Barricades have a cherished place in Parisian revolutionary tradition but yesterday they instead became props in the purest French farce. For it was not tumbrils coming down at Longchamp yesterday, but trousers.

On an afternoon of excruciating indignity for the governors of French racing, a lightning strike by pari-mutuel workers provoked around 150 punters into blocking the walkway from the parade ring to the racecourse. For two hours one of the most important cards of the French season was menaced with abandonment, the protestors insisting that they would not budge without a full betting service.

The patricians who administer the sport in France were obliged to negotiate simultaneously with the Dantons at the barricade - who threatened to invade the track itself if bypassed - and the Robespierres behind the betting windows. "Pure blackmail," declared one grimly. Ultimately they managed to get the show back on the road, though none could say with certainty that the ceasefire will hold until Visindar, the Vodafone Derby favourite, runs at Saint-Cloud today.

Once they were through with the custard pies, on the track itself it was time for a bit of authentic class warfare: a ruthless exhibition from those oligarchs of the European Turf, Kieren Fallon, Aidan O'Brien and their patrons at Coolmore. Having already plundered the equivalent prize at Newmarket with George Washington, they won the Gainsborough Poule d'Essai des Poulains with a dramatic charge from Aussie Rules.

This colt had seemed ring-rusty before finishing strongly in his trial here three weeks previously but this time he travelled well throughout, switched inside by Fallon to track two of the stable's three other runners, Marcus Andronicus and the pacemaking James Joyce.

For much of the straight it seemed as though Christophe Soumillon on Marcus Andronicus was going to create the second controversial impasse of the afternoon.
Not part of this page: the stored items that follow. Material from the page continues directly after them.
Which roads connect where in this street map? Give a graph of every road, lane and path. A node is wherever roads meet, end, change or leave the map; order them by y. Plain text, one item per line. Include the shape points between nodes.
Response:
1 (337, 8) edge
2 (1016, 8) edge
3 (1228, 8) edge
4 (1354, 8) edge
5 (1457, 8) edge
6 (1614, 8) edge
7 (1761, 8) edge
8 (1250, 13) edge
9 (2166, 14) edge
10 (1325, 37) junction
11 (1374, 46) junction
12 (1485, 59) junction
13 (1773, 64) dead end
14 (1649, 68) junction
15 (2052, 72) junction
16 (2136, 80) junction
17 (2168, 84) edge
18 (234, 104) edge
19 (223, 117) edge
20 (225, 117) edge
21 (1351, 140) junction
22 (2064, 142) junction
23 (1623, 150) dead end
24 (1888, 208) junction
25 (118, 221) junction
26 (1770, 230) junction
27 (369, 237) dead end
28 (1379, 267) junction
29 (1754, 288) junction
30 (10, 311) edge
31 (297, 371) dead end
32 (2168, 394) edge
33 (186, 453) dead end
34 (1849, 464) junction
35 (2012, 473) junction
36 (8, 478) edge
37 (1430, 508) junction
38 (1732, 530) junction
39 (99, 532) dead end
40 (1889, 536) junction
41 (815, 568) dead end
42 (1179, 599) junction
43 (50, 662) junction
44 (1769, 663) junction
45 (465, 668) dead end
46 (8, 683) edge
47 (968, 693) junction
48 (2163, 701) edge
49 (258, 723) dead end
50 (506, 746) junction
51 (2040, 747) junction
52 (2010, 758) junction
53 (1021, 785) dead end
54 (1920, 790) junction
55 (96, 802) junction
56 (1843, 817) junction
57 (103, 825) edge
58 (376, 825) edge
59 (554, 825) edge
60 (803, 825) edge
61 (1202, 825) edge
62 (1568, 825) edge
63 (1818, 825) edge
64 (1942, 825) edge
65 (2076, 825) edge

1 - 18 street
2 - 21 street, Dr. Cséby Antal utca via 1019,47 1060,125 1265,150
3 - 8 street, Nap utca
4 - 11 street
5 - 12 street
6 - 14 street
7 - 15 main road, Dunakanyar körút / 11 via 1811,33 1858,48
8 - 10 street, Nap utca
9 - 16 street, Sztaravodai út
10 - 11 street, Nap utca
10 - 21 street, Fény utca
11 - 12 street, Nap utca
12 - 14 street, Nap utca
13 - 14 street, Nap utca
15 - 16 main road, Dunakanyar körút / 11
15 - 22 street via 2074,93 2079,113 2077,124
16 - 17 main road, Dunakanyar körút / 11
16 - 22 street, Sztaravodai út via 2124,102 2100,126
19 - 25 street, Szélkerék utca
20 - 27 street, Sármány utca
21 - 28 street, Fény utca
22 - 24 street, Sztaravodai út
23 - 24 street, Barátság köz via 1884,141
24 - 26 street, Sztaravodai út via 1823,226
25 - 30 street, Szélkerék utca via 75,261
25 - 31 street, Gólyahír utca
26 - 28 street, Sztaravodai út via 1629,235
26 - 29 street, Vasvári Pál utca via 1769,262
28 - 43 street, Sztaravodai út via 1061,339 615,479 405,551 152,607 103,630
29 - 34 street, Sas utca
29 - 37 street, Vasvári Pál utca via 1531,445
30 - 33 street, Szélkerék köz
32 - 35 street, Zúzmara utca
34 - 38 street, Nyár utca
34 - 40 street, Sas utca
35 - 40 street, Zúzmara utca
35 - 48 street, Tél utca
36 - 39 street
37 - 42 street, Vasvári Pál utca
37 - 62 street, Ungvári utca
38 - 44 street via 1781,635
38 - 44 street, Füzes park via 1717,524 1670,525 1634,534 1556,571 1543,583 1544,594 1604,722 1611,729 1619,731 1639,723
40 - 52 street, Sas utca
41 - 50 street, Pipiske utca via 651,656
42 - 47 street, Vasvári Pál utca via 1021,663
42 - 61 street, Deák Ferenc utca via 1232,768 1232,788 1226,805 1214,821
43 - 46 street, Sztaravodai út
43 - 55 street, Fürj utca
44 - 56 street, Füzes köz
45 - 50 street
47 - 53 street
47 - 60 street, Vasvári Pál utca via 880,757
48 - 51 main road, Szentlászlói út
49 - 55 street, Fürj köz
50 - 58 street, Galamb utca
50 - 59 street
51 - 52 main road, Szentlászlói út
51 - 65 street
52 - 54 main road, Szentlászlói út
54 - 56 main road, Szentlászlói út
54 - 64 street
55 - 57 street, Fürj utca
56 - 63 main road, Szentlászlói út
But Fallon obtained an outrageous passage up the same rail on Hurricane Run last autumn and used the same compass this time, burrowing through late to beat Soumillon half a length. Stormy River, favourite after winning the trial, was perhaps found out by the stronger pace and could manage only third after challenging in the straight.

As a son of top-class parents in Danehill and Last Second, Aussie Rules will be a formidable candidate for his next visit to France, now that the Prix du Jockey-Club has been abbreviated to 10 furlongs. O'Brien indicated that Marcus Andronicus could go for the Irish 2,000 Guineas, still an option for George Washington.

Any of the protestors who backed the local favourites were doubtless wishing they had kept their mouths shut when Daltaya became one of several fillies to hit traffic in the Poule d'Essai des Pouliches. Price Tag, a Dansili filly trained for Khalid Abdullah by Pascal Bary, sliced through the chaos like a cutlass, only to be thrown out by the stewards in favour of Tie Black. It is Price Tag, however, who will command most respect in the Coronation Stakes at Royal Ascot.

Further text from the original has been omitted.